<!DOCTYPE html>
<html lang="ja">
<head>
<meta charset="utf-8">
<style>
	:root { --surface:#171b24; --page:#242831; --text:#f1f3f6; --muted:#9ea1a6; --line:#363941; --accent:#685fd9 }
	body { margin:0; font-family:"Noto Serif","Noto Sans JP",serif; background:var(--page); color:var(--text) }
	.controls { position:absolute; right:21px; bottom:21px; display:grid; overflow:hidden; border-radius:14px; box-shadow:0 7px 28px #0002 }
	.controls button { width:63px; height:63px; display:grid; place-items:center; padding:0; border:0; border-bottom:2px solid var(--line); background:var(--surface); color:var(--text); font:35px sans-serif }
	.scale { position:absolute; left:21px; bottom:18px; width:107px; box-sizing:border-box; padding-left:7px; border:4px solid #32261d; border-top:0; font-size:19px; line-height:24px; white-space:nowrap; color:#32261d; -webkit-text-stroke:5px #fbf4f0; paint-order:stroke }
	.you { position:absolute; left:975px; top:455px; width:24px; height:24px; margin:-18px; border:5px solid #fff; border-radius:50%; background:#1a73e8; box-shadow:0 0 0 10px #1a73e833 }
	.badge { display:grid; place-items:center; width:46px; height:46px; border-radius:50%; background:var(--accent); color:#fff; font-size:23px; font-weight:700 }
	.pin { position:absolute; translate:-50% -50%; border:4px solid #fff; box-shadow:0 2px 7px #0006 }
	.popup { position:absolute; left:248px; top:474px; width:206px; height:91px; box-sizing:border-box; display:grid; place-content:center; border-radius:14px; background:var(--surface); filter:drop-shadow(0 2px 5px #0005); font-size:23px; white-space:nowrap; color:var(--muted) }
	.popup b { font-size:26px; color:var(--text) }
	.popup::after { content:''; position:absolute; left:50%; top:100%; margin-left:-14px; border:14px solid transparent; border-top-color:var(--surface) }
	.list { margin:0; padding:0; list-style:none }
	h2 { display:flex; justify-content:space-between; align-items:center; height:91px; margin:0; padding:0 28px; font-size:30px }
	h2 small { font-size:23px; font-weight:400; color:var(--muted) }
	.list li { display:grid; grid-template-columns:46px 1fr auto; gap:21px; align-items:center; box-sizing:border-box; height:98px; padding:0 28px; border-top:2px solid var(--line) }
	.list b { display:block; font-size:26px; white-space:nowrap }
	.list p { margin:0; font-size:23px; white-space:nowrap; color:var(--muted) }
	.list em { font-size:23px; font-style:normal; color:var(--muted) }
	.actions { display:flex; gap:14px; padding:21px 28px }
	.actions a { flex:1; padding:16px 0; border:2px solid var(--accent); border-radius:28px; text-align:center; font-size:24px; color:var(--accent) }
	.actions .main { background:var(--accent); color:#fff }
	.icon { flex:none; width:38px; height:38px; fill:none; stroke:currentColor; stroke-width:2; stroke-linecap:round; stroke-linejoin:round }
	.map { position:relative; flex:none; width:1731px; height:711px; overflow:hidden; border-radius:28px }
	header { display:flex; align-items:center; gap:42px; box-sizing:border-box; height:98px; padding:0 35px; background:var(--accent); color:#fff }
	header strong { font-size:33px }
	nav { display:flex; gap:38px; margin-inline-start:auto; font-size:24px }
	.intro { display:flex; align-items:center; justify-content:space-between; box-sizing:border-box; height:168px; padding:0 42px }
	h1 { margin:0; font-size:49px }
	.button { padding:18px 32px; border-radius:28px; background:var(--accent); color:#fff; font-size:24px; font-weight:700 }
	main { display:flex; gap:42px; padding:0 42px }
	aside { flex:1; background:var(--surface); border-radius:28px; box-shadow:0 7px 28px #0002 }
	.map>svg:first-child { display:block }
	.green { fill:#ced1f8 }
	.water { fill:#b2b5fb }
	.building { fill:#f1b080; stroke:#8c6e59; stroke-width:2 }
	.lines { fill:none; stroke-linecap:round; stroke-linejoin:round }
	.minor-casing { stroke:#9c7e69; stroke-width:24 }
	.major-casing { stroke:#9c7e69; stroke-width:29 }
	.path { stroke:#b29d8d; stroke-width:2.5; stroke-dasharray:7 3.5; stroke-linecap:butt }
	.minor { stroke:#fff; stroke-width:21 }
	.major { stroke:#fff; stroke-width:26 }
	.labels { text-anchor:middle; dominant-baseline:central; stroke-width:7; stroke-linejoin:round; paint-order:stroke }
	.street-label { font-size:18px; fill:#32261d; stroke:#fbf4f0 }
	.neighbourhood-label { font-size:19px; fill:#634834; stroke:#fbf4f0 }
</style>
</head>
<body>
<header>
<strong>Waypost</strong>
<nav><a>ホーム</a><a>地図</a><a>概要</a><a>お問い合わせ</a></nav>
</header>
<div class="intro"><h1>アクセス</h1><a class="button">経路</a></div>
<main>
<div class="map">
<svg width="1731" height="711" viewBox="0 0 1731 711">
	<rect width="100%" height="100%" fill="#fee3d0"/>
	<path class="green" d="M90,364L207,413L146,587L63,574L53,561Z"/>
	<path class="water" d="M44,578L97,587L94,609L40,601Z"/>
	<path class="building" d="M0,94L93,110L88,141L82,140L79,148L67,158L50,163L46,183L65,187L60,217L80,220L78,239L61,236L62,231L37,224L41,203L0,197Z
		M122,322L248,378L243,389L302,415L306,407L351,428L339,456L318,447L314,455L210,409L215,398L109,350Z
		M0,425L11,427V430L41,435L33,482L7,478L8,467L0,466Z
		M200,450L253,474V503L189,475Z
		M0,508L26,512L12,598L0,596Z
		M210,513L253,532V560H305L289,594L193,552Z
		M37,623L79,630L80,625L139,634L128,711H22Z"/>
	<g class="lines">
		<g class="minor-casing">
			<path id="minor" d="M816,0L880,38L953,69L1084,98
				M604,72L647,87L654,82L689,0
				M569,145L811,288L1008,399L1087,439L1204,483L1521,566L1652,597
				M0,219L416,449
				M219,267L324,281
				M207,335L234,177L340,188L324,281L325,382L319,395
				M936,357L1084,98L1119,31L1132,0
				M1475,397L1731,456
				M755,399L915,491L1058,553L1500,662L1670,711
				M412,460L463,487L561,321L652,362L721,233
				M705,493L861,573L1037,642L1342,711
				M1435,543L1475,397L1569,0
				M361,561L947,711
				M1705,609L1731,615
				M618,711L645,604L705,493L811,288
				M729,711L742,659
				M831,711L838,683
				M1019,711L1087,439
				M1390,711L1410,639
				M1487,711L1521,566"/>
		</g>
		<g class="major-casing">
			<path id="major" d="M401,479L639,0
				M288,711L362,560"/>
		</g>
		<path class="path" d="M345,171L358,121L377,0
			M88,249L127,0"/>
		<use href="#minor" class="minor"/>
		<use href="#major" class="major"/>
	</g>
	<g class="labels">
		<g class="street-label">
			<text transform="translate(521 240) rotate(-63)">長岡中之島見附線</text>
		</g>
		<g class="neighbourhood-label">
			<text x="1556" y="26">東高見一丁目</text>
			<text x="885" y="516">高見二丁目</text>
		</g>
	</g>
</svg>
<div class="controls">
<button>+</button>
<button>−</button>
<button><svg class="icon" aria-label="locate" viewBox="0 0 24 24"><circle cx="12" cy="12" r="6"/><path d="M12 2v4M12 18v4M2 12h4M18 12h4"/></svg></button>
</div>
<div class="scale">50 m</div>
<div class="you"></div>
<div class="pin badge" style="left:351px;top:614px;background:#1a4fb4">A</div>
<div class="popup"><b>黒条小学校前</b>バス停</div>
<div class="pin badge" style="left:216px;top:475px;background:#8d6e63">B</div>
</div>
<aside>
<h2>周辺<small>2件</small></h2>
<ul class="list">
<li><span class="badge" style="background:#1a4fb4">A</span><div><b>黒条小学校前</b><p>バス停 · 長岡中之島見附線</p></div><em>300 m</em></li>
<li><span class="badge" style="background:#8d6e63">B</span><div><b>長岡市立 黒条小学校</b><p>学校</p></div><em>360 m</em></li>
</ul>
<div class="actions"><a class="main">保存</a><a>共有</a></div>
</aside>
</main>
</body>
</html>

——————————

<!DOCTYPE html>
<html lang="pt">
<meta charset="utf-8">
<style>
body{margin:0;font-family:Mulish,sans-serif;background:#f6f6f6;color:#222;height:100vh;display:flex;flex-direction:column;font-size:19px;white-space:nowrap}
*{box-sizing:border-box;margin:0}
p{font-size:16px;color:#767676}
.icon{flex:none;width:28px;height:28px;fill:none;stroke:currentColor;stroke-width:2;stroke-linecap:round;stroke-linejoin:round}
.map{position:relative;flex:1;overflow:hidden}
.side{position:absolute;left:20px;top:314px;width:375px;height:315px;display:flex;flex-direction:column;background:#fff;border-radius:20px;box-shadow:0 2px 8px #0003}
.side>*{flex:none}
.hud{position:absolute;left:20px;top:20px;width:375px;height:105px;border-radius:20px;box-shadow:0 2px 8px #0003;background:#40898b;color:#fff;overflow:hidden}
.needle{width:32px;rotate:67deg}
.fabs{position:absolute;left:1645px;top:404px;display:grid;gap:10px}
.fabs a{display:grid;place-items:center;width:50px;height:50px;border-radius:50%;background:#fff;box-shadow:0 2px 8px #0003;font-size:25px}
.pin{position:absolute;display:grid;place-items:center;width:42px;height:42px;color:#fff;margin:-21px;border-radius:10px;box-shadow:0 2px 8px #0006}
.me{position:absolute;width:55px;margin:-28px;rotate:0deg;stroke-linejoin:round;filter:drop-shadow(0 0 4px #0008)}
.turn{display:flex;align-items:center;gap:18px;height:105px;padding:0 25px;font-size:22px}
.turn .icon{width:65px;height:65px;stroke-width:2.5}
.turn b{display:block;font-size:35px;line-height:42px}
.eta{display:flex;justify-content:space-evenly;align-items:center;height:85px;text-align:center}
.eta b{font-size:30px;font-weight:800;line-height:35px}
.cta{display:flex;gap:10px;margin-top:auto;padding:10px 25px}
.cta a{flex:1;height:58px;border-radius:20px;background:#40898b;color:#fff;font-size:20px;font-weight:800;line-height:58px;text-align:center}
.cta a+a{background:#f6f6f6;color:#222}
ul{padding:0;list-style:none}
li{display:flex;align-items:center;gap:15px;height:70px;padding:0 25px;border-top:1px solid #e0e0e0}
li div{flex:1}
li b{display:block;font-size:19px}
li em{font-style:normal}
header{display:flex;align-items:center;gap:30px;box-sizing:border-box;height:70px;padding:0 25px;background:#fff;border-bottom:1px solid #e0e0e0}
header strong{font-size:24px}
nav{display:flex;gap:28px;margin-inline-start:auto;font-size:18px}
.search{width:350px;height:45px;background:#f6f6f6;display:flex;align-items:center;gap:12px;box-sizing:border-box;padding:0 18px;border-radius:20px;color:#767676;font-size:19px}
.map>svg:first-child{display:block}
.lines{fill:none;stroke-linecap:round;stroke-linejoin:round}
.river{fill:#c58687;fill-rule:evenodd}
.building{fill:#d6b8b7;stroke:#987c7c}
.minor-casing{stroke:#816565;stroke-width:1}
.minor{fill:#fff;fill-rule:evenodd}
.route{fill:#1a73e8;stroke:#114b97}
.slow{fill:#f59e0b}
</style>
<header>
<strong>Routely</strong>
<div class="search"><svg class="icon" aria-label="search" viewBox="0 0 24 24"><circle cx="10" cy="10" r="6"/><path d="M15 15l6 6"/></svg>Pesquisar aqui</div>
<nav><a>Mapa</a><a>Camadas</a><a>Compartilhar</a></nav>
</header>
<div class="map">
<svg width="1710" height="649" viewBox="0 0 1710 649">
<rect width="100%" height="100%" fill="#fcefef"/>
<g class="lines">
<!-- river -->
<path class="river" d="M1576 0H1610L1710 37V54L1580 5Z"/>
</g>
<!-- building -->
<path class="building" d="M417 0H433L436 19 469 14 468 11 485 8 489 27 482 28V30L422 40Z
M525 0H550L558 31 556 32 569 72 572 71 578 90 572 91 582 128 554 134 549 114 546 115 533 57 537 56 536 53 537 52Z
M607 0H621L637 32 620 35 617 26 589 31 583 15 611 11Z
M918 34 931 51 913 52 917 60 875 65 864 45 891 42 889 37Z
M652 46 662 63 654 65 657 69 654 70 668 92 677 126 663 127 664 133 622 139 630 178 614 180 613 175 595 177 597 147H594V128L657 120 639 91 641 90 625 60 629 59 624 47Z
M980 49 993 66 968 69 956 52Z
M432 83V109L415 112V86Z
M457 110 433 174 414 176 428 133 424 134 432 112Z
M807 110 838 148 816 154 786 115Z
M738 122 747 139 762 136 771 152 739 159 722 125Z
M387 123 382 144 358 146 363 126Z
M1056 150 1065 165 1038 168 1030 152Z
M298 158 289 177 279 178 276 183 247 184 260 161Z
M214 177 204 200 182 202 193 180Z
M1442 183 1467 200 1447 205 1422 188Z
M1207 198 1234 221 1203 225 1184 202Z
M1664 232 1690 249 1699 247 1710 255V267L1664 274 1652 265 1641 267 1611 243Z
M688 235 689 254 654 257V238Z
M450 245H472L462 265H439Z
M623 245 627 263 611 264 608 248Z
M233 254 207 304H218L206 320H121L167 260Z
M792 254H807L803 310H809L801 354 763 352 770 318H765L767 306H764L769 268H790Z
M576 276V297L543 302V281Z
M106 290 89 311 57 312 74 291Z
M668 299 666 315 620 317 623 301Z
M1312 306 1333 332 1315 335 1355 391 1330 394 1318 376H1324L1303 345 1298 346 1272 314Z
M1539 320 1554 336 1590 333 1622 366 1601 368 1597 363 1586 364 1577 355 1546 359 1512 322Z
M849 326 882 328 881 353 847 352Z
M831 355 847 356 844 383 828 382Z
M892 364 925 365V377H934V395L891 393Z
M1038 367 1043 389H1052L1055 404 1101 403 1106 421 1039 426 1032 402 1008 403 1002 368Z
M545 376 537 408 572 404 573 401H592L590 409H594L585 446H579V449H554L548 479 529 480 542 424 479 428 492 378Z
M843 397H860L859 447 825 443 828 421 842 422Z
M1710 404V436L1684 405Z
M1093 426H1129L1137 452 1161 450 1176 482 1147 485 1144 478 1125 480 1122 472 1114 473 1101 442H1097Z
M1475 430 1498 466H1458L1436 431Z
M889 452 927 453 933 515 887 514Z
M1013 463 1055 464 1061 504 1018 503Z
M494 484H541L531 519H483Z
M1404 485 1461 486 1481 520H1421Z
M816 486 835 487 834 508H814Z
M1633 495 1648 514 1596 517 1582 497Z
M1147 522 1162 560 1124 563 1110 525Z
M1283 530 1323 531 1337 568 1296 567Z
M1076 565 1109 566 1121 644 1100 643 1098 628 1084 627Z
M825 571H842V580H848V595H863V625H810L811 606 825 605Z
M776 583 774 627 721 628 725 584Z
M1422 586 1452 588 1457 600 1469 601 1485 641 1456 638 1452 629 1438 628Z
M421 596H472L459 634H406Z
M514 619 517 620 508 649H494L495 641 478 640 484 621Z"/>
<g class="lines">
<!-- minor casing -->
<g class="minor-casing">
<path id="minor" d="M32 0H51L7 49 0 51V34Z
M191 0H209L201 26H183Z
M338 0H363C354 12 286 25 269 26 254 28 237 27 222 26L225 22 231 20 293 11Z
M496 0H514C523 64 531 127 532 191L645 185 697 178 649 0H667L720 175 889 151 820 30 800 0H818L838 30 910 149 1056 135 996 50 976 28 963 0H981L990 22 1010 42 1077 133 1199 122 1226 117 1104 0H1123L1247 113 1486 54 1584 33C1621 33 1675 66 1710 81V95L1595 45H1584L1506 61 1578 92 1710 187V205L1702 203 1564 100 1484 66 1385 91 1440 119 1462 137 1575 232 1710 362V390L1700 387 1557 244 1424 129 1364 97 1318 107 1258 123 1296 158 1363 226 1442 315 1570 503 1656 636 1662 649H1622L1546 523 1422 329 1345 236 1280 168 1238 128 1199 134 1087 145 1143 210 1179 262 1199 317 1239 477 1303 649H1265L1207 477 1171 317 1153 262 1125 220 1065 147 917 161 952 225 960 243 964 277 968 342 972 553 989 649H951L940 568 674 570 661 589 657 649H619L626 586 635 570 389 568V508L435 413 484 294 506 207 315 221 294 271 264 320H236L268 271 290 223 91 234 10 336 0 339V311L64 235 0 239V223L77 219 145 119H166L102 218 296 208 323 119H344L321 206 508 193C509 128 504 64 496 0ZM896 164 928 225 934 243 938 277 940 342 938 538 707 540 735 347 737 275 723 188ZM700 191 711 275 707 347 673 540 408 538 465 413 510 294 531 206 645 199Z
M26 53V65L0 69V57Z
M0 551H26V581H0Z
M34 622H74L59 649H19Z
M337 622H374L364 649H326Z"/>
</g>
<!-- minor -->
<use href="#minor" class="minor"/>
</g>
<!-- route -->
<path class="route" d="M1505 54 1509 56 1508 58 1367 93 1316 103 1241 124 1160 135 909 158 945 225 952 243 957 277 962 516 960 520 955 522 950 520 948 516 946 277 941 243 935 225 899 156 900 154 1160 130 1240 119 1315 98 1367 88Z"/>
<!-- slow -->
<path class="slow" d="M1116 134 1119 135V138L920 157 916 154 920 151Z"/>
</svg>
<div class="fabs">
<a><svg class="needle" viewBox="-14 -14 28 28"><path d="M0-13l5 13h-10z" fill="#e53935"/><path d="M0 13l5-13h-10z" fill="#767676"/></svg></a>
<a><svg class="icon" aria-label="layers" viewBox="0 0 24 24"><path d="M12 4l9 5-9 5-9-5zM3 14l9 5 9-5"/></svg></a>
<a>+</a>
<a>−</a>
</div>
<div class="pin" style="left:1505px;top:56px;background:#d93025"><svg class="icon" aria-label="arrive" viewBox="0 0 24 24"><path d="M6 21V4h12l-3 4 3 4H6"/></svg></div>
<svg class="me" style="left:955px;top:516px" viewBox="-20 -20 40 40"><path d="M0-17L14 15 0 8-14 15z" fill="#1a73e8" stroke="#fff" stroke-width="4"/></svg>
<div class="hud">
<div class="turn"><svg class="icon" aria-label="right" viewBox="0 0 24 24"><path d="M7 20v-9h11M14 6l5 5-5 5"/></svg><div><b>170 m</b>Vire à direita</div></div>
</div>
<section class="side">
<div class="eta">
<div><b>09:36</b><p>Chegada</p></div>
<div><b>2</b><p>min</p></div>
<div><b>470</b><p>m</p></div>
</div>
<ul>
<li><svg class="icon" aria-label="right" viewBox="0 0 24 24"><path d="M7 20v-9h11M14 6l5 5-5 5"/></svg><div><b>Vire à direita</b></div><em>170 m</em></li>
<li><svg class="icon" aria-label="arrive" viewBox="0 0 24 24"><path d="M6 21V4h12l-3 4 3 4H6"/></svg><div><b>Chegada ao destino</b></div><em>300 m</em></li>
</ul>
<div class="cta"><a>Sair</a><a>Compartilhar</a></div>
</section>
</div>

——————————

* [Work request]: Copy each line above where the string "rule" occurs.

* [Answer to this problem]:
.river{fill:#c58687;fill-rule:evenodd}
.minor{fill:#fff;fill-rule:evenodd}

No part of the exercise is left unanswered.